Nous lui passons donc un coup de fil. Point de réponse. Il a fallu le troisième appel pour avoir une réponse. Dès qu’elle décroche, elle demande à savoir qui sait. Nous comprenons que cette dernière n’est pas aussi professionnelle que Vivi et Rose. C’est son numéro personnel qu’elle utilise pour le travail. Nous nous présentons sans pour autant préciser que nous sommes journaliste. A notre volonté de la rencontrer, elle accepte l’invitation, mais nous lui précisons que nous préférons qu’elle se déplace. "Sans faute, si c’est vous qui payez le transport", nous répond-elle. En s’empressant d’ajouter que son transport doit lui être remboursé dès qu’elle arrive. Marché conclu.
Trois heures de temps plus tard, Fatim (c’est comme ça qu’elle a dit s’appeler) nous appelle et nous dit qu’elle est au lieu de rendez-vous. Nous également. Quelques petites indications et nous voici assis à une table d’une buvette. Au bout de deux bouteilles de bière, nous en venons au sujet en nous présentant. La réaction de Fatim est immédiate. "Non ! Si je savais que c’était pour ça, je ne serai pas venue. Mes parents ne savent même pas que je gère bizi et tu veux que je parle à un journaliste ? J’ai un copain. S’il apprend ça, je suis foutue", réplique-t-elle. Face à notre insistance, Fatim menace de partir. Nous la rassurons. Mais elle n’est plus à l’aise. Elle s’énerve. Son teint très clair vire au rouge. Elle transpire et parle de plus en plus à haute voix. Nous comprenons qu’il n’y a plus rien à faire. Nous la libérons.
Elles ne mesurent pas les dangers auxquels elles s’exposent
Fatim partie, nous nous mettons à cogiter sur la panique qui l’a envahie. Son business, c’est son secret. Elle a peur qu’il soit su de ses parents, de son petit ami. Pourtant, j’aurais bien pu être un parent à elle ou une connaissance de son copain. En plus, elle est venue spontanément. Sans même savoir qui nous étions. Nous aurions bien pu être un bandit ou un tueur. Ce ne sont pas les exemples de crimes rituels qui manquent. Et le cas de Fatim est valable pour Vivi et Rose. N’est-ce pas se mettre en danger que de se retrouver seule avec un inconnu ?

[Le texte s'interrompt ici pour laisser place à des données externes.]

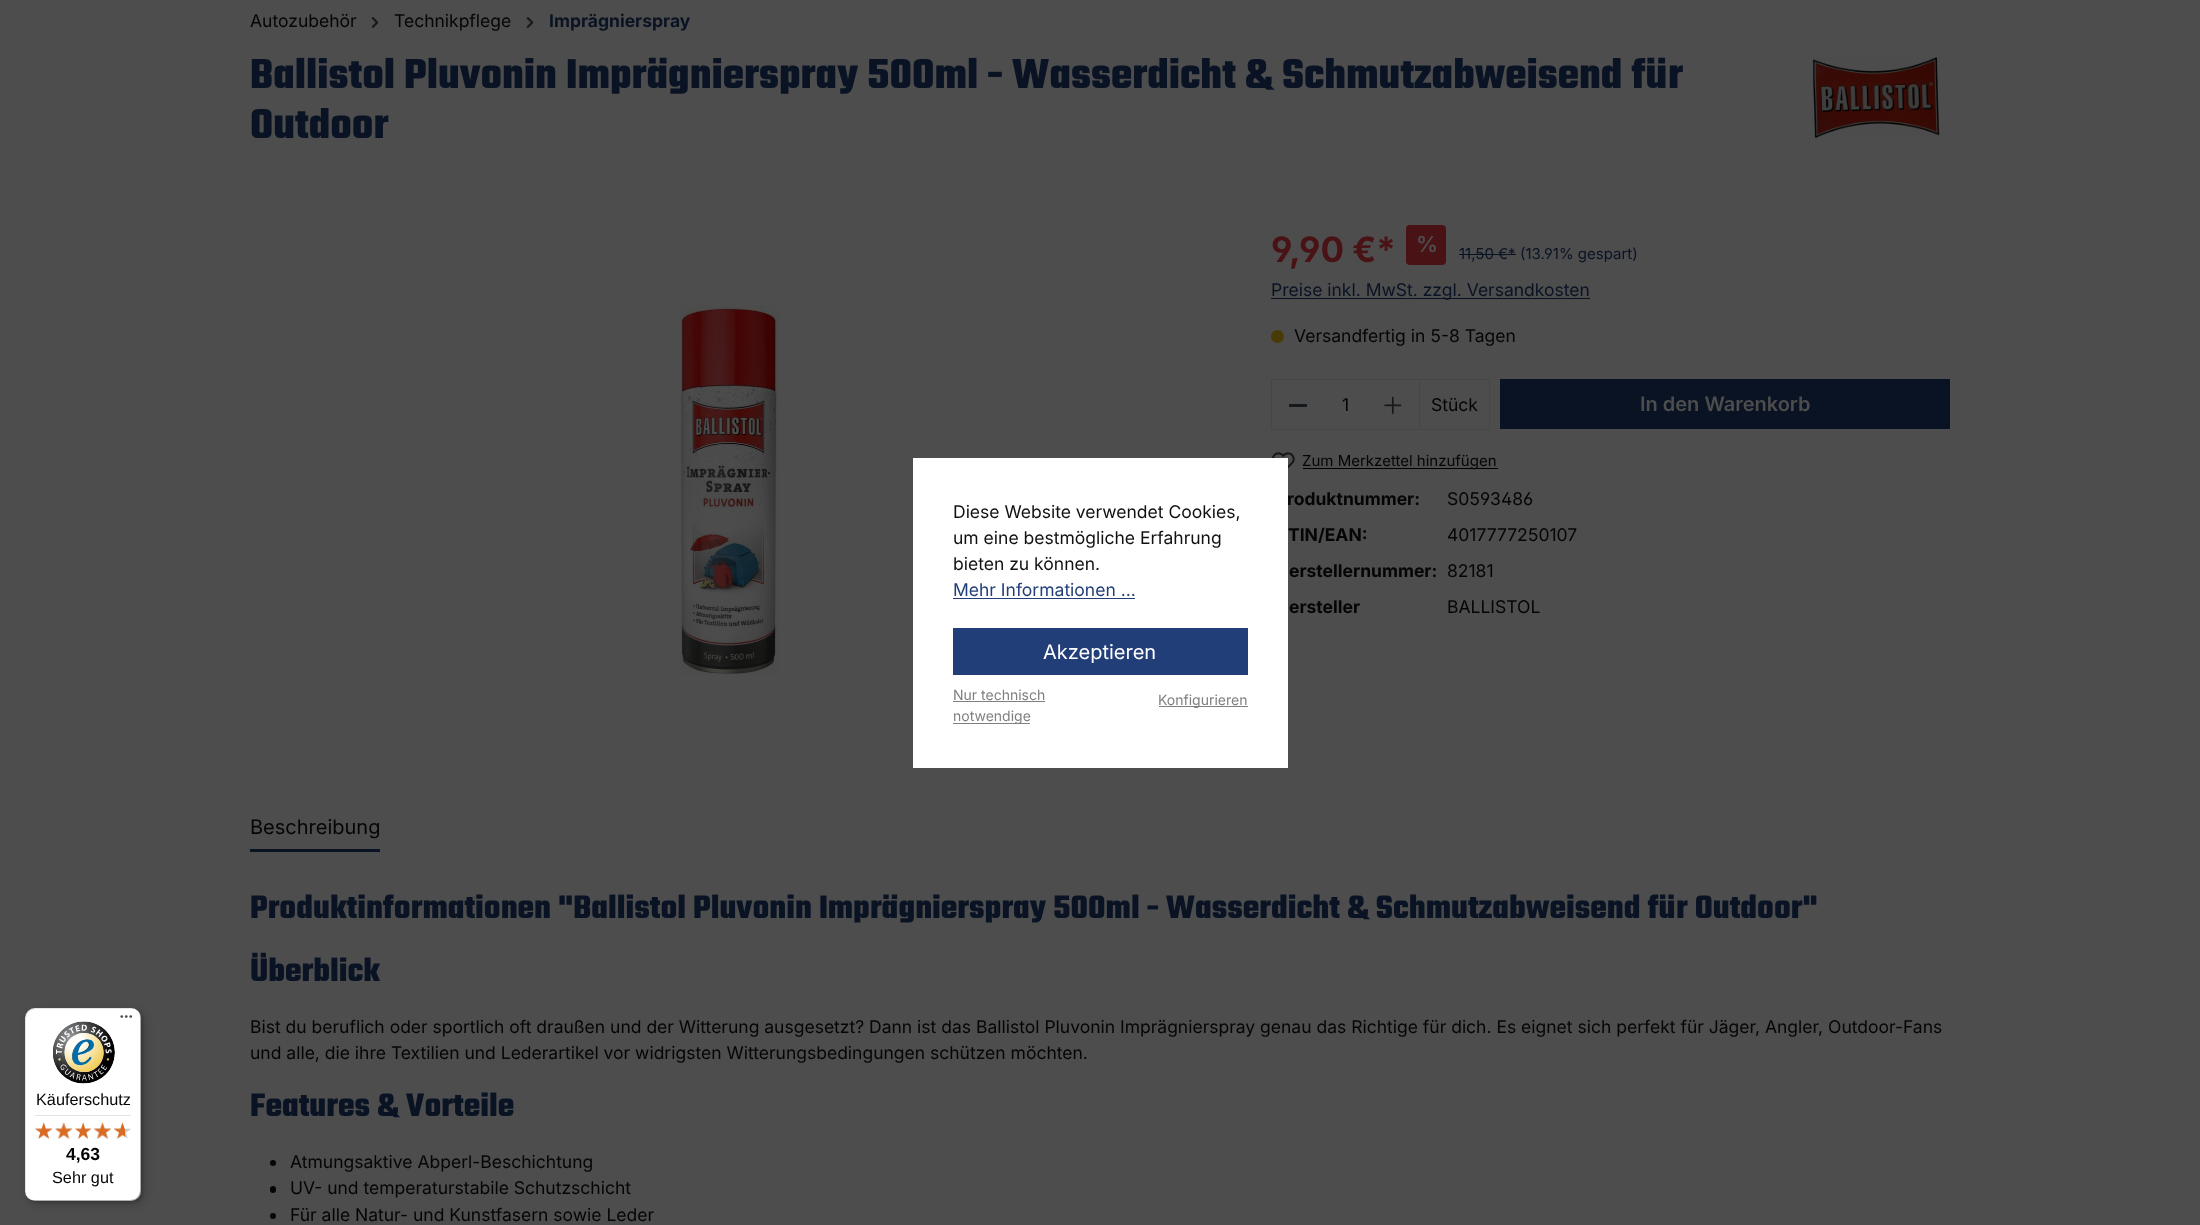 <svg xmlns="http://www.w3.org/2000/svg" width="2200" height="1225">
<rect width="100%" height="100%" fill="#4d4d4d"/>
<text x="250" y="27" style="font-family:Inter;font-size:17.5px;fill:#050505">Autozubehör</text>
<image x="371" y="17" width="8" height="11" href="media/1.png"/>
<text x="394" y="27" style="font-family:Inter;font-size:17.5px;fill:#050505">Technikpflege</text>
<image x="526" y="17" width="8" height="11" href="media/1.png"/>
<text x="549" y="27" style="font-family:Inter;font-size:17.5px;font-weight:bold;fill:#0a1324">Imprägnierspray</text>
<text x="250" y="88" style="font-family:Teko;font-size:45px;font-weight:bold;fill:#0a1324">Ballistol Pluvonin Imprägnierspray 500ml - Wasserdicht &amp; Schmutzabweisend für</text>
<text x="250" y="138" style="font-family:Teko;font-size:45px;font-weight:bold;fill:#0a1324">Outdoor</text>
<image x="1812" y="57" width="128" height="81" href="media/2.png"/>
<image x="680" y="305" width="99" height="370" href="media/3.png"/>
<text x="1271" y="262" style="font-family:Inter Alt;font-size:35px;font-weight:bold;fill:#491316">9,90 €*</text>
<rect x="1406" y="225" width="40" height="40" rx="4" fill="#491316"/>
<text x="1416" y="252" style="font-family:Inter;font-size:22px;font-weight:600;fill:#4d4d4d">%</text>
<text x="1459" y="259" style="font-family:Inter;font-size:15px;fill:#0a1324">11,50 €*</text>
<rect x="1459" y="254" width="57" height="1" fill="#0a1324"/>
<text x="1520" y="259" style="font-family:Inter Alt;font-size:15px;fill:#0a1324">(13.91% gespart)</text>
<rect x="1271" y="298" width="319" height="1" fill="#0a1324"/>
<text x="1271" y="296" style="font-family:Inter;font-size:17.5px;fill:#0a1324">Preise inkl. MwSt. zzgl. Versandkosten</text>
<circle cx="1277.5" cy="336.5" r="6.5" fill="#483b05"/>
<text x="1294" y="342" style="font-family:Inter;font-size:17.5px;fill:#050505">Versandfertig in 5-8 Tagen</text>
<rect x="1419.5" y="379.5" width="70" height="50" fill="none" stroke="#464648"/>
<rect x="1271" y="379" width="149" height="1" fill="#464648"/>
<rect x="1271" y="429" width="149" height="1" fill="#464648"/>
<rect x="1271" y="379" width="1" height="51" fill="#464648"/>
<rect x="1289" y="404" width="18" height="3" fill="#16191b"/>
<text x="1342" y="411" style="font-family:Inter;font-size:17.5px;fill:#050505">1</text>
<image x="1384" y="396" width="18" height="18" href="media/4.png"/>
<text x="1431" y="411" style="font-family:Inter;font-size:17.5px;fill:#050505">Stück</text>
<rect x="1500" y="379" width="450" height="50" fill="#0a1324"/>
<text x="1640" y="411" style="font-family:Inter;font-size:20px;font-weight:600;fill:#4d4d4d">In den Warenkorb</text>
<image x="1272" y="452" width="23" height="17" href="media/5.png"/>
<rect x="1303" y="468" width="195" height="1" fill="#000"/>
<text x="1302" y="466" style="font-family:Inter;font-size:15px;fill:#050505">Zum Merkzettel hinzufügen</text>
<text x="1287" y="505" style="font-family:Inter;font-size:17.5px;font-weight:bold;fill:#050505">roduktnummer:</text>
<text x="1447" y="505" style="font-family:Inter Alt;font-size:17.5px;fill:#050505">S0593486</text>
<text x="1288" y="541" style="font-family:Inter;font-size:17.5px;font-weight:bold;fill:#050505">TIN/EAN:</text>
<text x="1447" y="541" style="font-family:Inter;font-size:17.5px;fill:#050505">4017777250107</text>
<text x="1289" y="577" style="font-family:Inter;font-size:17.5px;font-weight:bold;fill:#050505">erstellernummer:</text>
<text x="1447" y="577" style="font-family:Inter;font-size:17.5px;fill:#050505">82181</text>
<text x="1289" y="613" style="font-family:Inter;font-size:17.5px;font-weight:bold;fill:#050505">ersteller</text>
<text x="1447" y="613" style="font-family:Inter;font-size:17.5px;fill:#050505">BALLISTOL</text>
<rect x="250" y="849" width="130" height="3" fill="#0a1324"/>
<text x="250" y="834" style="font-family:Inter;font-size:20px;fill:#050505">Beschreibung</text>
<text x="250" y="918" style="font-family:Teko;font-size:35px;font-weight:bold;fill:#0a1324">Produktinformationen "Ballistol Pluvonin Imprägnierspray 500ml - Wasserdicht &amp; Schmutzabweisend für Outdoor"</text>
<text x="250" y="981" style="font-family:Teko;font-size:35px;font-weight:bold;fill:#0a1324">Überblick</text>
<text x="250" y="1033" style="font-family:Inter;font-size:17.5px;fill:#050505">Bist du beruflich oder sportlich oft draußen und der Witterung ausgesetzt? Dann ist das Ballistol Pluvonin Imprägnierspray genau das Richtige für dich. Es eignet sich perfekt für Jäger, Angler, Outdoor-Fans</text>
<text x="250" y="1059" style="font-family:Inter;font-size:17.5px;fill:#050505">und alle, die ihre Textilien und Lederartikel vor widrigsten Witterungsbedingungen schützen möchten.</text>
<text x="250" y="1116" style="font-family:Teko;font-size:35px;font-weight:bold;fill:#0a1324">Features &amp; Vorteile</text>
<circle cx="273" cy="1163" r="3" fill="#050505"/>
<text x="290" y="1168" style="font-family:Inter;font-size:17.5px;fill:#050505">Atmungsaktive Abperl-Beschichtung</text>
<rect x="270" y="1186" width="6" height="7" rx="3" fill="#050505"/>
<text x="290" y="1194" style="font-family:Inter;font-size:17.5px;fill:#050505">UV- und temperaturstabile Schutzschicht</text>
<circle cx="273" cy="1216" r="3" fill="#050505"/>
<text x="290" y="1221" style="font-family:Inter;font-size:17.5px;fill:#050505">Für alle Natur- und Kunstfasern sowie Leder</text>
<rect x="913" y="458" width="375" height="310" fill="#fff"/>
<text x="953" y="518" style="font-family:Inter;font-size:17.5px;fill:#111">Diese Website verwendet Cookies,</text>
<text x="953" y="544" style="font-family:Inter;font-size:17.5px;fill:#111">um eine bestmögliche Erfahrung</text>
<text x="953" y="570" style="font-family:Inter;font-size:17.5px;fill:#111">bieten zu können.</text>
<text x="953" y="596" style="font-family:Inter;font-size:17.5px;fill:#223e79">Mehr Informationen ...</text>
<rect x="953" y="598" width="182" height="1" fill="#223e79"/>
<rect x="953" y="628" width="295" height="47" fill="#223e79"/>
<text x="1043" y="659" style="font-family:Inter;font-size:20px;fill:#fff">Akzeptieren</text>
<text x="953" y="700" style="font-family:Inter;font-size:14px;fill:#808080">Nur technisch</text>
<rect x="953" y="701" width="92" height="1" fill="#808080"/>
<rect x="953" y="723" width="77" height="1" fill="#808080"/>
<text x="953" y="721" style="font-family:Inter;font-size:14px;fill:#808080">notwendige</text>
<rect x="1159" y="706" width="89" height="1" fill="#808080"/>
<text x="1158" y="705" style="font-family:Inter;font-size:14px;fill:#808080">Konfigurieren</text>
<rect x="29" y="1011" width="116" height="194" rx="10" fill="#00000026" filter="blur(5px)"/>
<rect x="26" y="1009" width="117" height="194" rx="10" fill="#00000026" filter="blur(1px)"/>
<rect x="25" y="1008" width="116" height="193" rx="10" fill="#fff"/>
<path d="M36 1009h96c2 0 4 0 5 1c-1-1-4-2-6-2h-96c-6 0-10 4-10 10v173c0 3 1 6 3 8c-1-2-2-4-2-7v-173c0-6 5-10 10-10z" fill="#0000001a"/>
<path d="M29 1199c1 1 4 2 6 2h96c6 0 10-4 10-10v-173c0-2-1-4-2-6l1 4v174c0 6-4 10-10 10h-96c-2 0-4 0-5-1z" fill="#00000033"/>
<path d="M27 1197c2 3 5 4 8 4h96c6 0 10-4 10-10v-173c0-2-1-5-2-6c1 1 1 3 1 5v173c0 6-4 10-10 10h-96c-2 0-5-1-7-3z" fill="#32323233"/>
<image x="120" y="1015" width="13" height="3" href="media/6.png"/>
<path d="M131 1201c5.5 0 10-4.5 10-10c0 5-5 10-10 10z" fill="#ffffff4d"/>
<image x="53" y="1021" width="62" height="63" href="media/7.png"/>
<text x="36" y="1105" style="font-family:Liberation Sans;font-size:16.25px;fill:#050505">Käuferschutz</text>
<rect x="35" y="1115" width="96" height="1" fill="#e5e5e5"/>
<image x="35" y="1123" width="17" height="16" href="media/8.png"/>
<image x="55" y="1122" width="17" height="17" href="media/9.png"/>
<image x="75" y="1123" width="16" height="16" href="media/10.png"/>
<image x="94" y="1122" width="17" height="17" href="media/11.png"/>
<image x="114" y="1123" width="17" height="16" href="media/12.png"/>
<image x="35" y="1122" width="17" height="17" href="media/13.png"/>
<image x="55" y="1122" width="18" height="17" href="media/14.png"/>
<image x="75" y="1122" width="16" height="17" href="media/15.png"/>
<image x="93" y="1122" width="18" height="17" href="media/16.png"/>
<image x="114" y="1122" width="11" height="17" href="media/17.png"/>
<text x="66" y="1160" style="font-family:Liberation Sans;font-size:17.5px;font-weight:bold;fill:#050505">4,63</text>
<text x="52" y="1183" style="font-family:Liberation Sans;font-size:16.25px;fill:#050505">Sehr gut</text>
</svg>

Ces trois exemples de jeunes qui se prostituent dans des résidences privées montre clairement que l’avènement des technologies de l’information et de la communication a été bénéfique pour tous les domaines. Même celui des "géreuses de bizi". Elles ont adapté le plus vieux métier du monde à l’évolution technologique. Elles l’ont modernisé. Elles sont devenues plus professionnelles. Avec les risques que cela comporte. Mais, Vivi, Rose et Fatim n’en ont cure. Seul l’argent compte.